Study: Enzyme USP15 May Predict PARP Inhibitor Response in Breast, Pancreatic Cancers

According to the study, enzyme USP15 may regulate cancer cell response to poly-(ADP-ribose) polymerase inhibitors.

The deubiquitylating enzyme USP15 may be a potential biomarker for therapeutic treatments using poly-(ADP-ribose) polymerase (PARP) inhibitors in cancers, according to a new study published in Nature Communications.

USP15 is a member of the largest subfamily of cysteine protease deubiquitinases (DUBs) that is aberrantly regulated or mutated in many cancers. DUBs play important roles in maintaining genome stability and human disease, according to the study. USP15, specifically, has been previously implicated in tumor growth factor-β and 1 morphogenetic protein response, antiviral immune response, T cell response, and neuroinflammation, according to the study. The Cancer Genome Atlas suggests that USP15 deletions occur in 16% of breast cancers and 5% of pancreatic cancers.

According to their findings, the researchers indicated that USP15 plays a crucial role in homologous recombination (HR), which is a major pathway to repair DNA damage and cancer cell response to PARP inhibitors. In the study, the authors found that USP15 targets BARD1, the major binding partner of the BRCA1 gene. The study also showed patients carried USP15 mutations that disrupted USP15-BARD1 interaction, with these cancer cells being more sensitive to PARP inhibitors, a new class of drugs.

PARP inhibitors have shown clinical efficacy as a treatment in the management of patients with BRCA mutations. Recent research has also suggested its efficacy in cancers without BRCA mutations, as well. However, biomarkers are needed to accurately identify tumors that are most likely to respond to this therapy.

“With this study, we validate the role of USP15 in maintaining genome stability and tumor suppression and inform novel treatments for breast cancer,” senior study author Huadong Pei, PhD, assistant professor of biochemistry and molecular medicine at the GW School of Medicine and Health Sciences, said in a press release about the study. “With consistent research and progress of current studies, we will gain a stronger understanding and a more comprehensive view of USP15 functions in cancer and their role in future treatment strategies.”

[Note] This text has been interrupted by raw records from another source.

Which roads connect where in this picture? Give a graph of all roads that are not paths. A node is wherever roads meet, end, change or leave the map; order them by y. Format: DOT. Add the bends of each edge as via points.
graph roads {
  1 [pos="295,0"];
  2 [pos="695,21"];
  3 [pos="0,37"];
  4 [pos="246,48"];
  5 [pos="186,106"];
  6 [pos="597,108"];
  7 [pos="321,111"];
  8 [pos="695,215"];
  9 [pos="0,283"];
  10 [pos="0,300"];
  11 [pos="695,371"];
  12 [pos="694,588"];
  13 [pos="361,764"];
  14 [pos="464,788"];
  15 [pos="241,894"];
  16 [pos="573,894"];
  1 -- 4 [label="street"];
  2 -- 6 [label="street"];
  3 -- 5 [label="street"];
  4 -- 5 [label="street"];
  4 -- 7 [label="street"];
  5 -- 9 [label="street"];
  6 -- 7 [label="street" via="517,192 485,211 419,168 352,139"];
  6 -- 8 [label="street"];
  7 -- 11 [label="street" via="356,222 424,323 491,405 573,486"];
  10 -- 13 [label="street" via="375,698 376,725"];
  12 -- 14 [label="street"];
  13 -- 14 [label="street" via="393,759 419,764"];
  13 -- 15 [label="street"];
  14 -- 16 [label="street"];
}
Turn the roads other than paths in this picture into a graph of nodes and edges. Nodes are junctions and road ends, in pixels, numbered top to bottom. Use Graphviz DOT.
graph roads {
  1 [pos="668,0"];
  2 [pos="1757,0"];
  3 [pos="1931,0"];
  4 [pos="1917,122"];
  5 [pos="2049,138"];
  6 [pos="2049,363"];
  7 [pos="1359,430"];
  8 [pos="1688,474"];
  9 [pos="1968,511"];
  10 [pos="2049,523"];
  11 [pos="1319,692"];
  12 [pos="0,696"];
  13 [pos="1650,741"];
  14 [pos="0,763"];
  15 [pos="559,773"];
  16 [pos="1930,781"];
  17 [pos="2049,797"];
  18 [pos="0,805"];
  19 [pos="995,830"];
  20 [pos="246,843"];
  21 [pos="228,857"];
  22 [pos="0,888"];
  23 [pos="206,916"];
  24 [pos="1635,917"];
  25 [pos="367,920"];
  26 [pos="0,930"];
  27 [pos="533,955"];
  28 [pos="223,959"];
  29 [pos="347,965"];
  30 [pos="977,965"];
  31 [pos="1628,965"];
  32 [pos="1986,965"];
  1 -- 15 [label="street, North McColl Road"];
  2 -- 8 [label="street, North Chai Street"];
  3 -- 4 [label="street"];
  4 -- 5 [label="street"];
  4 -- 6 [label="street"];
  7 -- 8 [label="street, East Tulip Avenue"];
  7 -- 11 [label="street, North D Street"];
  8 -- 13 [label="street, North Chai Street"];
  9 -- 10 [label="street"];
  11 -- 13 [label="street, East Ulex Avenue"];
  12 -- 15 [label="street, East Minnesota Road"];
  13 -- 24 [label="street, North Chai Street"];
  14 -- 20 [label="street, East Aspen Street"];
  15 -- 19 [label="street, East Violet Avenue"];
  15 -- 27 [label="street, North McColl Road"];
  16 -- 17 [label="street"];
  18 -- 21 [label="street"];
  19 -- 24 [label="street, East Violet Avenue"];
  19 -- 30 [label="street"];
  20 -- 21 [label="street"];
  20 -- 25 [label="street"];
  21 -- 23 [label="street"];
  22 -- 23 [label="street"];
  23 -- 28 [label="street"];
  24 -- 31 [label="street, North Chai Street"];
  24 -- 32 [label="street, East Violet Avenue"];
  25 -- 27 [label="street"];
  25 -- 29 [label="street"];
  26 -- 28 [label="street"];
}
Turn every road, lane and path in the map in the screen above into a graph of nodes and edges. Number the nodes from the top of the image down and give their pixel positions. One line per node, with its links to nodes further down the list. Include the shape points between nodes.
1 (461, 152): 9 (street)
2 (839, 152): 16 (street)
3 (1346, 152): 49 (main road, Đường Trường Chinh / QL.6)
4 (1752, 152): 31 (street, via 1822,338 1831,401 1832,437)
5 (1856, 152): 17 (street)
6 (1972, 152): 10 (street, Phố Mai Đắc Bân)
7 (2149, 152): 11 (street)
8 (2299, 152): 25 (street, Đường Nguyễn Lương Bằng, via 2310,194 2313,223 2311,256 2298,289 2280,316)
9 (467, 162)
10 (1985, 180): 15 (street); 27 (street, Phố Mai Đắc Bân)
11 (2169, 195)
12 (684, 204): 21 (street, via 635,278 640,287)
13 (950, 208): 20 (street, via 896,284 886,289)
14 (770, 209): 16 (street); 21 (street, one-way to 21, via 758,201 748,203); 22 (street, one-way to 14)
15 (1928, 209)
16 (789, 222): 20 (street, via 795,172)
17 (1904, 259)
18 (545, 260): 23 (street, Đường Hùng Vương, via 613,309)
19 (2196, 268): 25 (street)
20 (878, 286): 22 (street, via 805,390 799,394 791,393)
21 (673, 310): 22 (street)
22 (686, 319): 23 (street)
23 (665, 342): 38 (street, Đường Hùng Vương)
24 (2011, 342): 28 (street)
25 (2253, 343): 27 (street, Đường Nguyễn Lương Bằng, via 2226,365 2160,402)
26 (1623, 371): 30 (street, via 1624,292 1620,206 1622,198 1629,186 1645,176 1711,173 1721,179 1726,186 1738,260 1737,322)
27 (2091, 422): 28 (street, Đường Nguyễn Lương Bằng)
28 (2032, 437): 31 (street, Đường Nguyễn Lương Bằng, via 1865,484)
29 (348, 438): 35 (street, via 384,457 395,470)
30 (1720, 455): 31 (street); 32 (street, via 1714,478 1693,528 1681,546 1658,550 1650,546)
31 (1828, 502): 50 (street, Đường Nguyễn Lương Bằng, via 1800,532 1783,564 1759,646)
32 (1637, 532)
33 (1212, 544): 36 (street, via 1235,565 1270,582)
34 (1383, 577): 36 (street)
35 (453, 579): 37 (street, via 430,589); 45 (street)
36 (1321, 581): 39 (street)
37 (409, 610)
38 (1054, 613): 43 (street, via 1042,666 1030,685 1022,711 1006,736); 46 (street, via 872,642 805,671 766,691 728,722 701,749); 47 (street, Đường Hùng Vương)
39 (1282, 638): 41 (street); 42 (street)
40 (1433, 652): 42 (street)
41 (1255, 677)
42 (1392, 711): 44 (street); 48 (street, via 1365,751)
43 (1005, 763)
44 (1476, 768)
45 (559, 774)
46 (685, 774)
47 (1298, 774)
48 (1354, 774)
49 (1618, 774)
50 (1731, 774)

Expanding and identifying populations that carried USP15 mutations affecting its functions in HR may result in improving clinical outcomes, the researchers explained in the study.

In previous studies, USP15 has been reported to be deeply deleted in 26.7% of patients with pancreatic cancer. Additionally, a loss or significant decrease of USP15 expression was also seen in a high percentage of pancreatic cancer cell lines, which increases the cells’ sensitivity to PARP inhibitors. The researchers concluded that their findings may also implicate USP15 as a biomarker for PARP inhibitor treatment in pancreatic cancers.

Reference

Peng Y, Liao Q, Tan W, et al. The deubiquitylating enzyme USP16 regulates homologous recombination repair and cancer cell response to PARP inhibitors. Nature Communications. 2019. https://www.nature.com/articles/s41467-019-09232-8#Sec1.